* [EXERCISE DETAILS]: Make an exact copy of each entry, leaving out every picture.

┌──

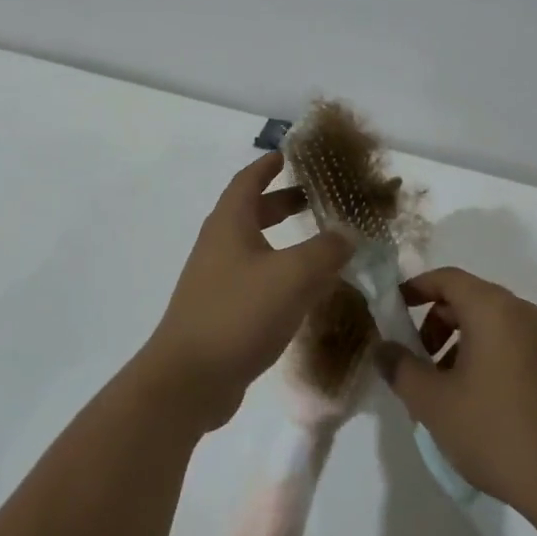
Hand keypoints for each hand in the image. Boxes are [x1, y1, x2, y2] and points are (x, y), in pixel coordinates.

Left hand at [144, 152, 351, 432]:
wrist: (189, 380)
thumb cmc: (239, 313)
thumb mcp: (293, 275)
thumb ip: (326, 250)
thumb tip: (347, 234)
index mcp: (229, 224)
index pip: (249, 180)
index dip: (269, 165)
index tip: (290, 155)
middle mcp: (219, 245)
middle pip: (252, 211)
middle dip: (283, 202)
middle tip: (316, 199)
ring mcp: (216, 280)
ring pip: (255, 247)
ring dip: (284, 240)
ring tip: (319, 246)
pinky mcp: (220, 311)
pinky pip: (255, 280)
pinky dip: (280, 274)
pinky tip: (304, 292)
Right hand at [374, 267, 536, 512]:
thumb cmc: (493, 431)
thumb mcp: (432, 402)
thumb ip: (400, 367)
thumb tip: (383, 347)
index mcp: (494, 310)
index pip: (447, 278)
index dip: (416, 288)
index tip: (394, 310)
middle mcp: (524, 314)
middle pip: (470, 300)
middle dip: (436, 323)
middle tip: (416, 360)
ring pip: (492, 325)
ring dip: (460, 344)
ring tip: (444, 388)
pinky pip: (513, 347)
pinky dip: (487, 358)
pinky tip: (477, 403)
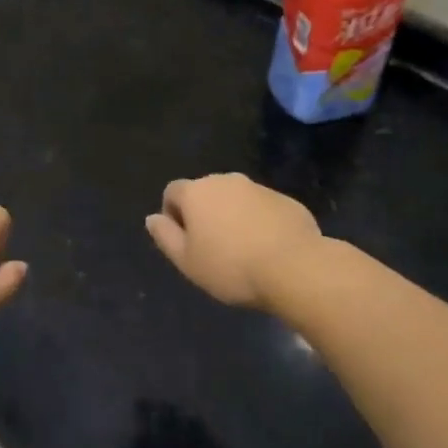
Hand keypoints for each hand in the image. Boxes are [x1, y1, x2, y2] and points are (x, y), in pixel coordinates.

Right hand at [145, 173, 322, 309]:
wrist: (295, 267)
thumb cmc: (231, 267)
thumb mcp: (187, 261)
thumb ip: (165, 236)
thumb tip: (152, 218)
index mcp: (196, 192)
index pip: (172, 191)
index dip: (172, 214)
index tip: (184, 242)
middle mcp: (225, 180)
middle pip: (205, 193)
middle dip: (204, 214)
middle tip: (212, 248)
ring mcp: (258, 187)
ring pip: (235, 199)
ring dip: (232, 217)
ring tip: (242, 251)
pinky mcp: (285, 200)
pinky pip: (262, 208)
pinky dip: (259, 222)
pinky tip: (268, 249)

└──

* [EXERCISE RESPONSE]:
Hand keypoints for each hand in the image. Boxes are [x1, y1, x2, y2] and points are (x, y), in pixel coordinates.

Left hand at [144, 152, 351, 432]:
wrist: (189, 380)
thumb cmc: (239, 313)
thumb mcp: (293, 275)
thumb ip: (326, 250)
thumb tip: (347, 234)
index mcp: (229, 224)
index pip: (249, 180)
index dip: (269, 165)
index tip: (290, 155)
middle mcp: (219, 245)
middle pip: (252, 211)
middle dip: (283, 202)
middle tip: (316, 199)
ring mcp: (216, 280)
ring pip: (255, 247)
ring dip: (284, 240)
ring tip: (319, 246)
pinky mcp: (220, 311)
pinky pip: (255, 280)
pinky dip: (280, 274)
pinky tip: (304, 292)
Right hand at [374, 267, 536, 512]:
thumb cmc: (493, 431)
thumb mcp: (432, 402)
thumb ip: (400, 367)
thumb tip: (383, 347)
index mcp: (494, 310)
index pip: (447, 278)
index dip: (416, 288)
index tip: (394, 310)
middle mcp: (524, 314)
middle pip: (470, 300)
middle dip: (436, 323)
middle tip: (416, 360)
ring pip: (492, 325)
ring dip: (460, 344)
ring tip: (444, 388)
pinky pip: (513, 347)
pinky dip: (487, 358)
pinky tip: (477, 403)
Hand keypoints for each hand in the image. Boxes are [x1, y1, x2, y2] and points are (x, y), in pixel coordinates.

Right hand at [145, 173, 322, 309]:
wrist: (295, 267)
thumb cmc: (231, 267)
thumb mcp: (187, 261)
thumb ip: (165, 236)
thumb tip: (152, 218)
index mcp: (196, 192)
index pip: (172, 191)
index dip: (172, 214)
index tip: (184, 242)
middle mcp: (225, 180)
middle pip: (205, 193)
middle dip: (204, 214)
middle tip: (212, 248)
ring mcp: (258, 187)
ring pip: (235, 199)
ring dip: (232, 217)
ring tip: (242, 251)
pinky mcp: (285, 200)
pinky pip: (262, 208)
pinky dip: (259, 222)
pinky tip: (268, 249)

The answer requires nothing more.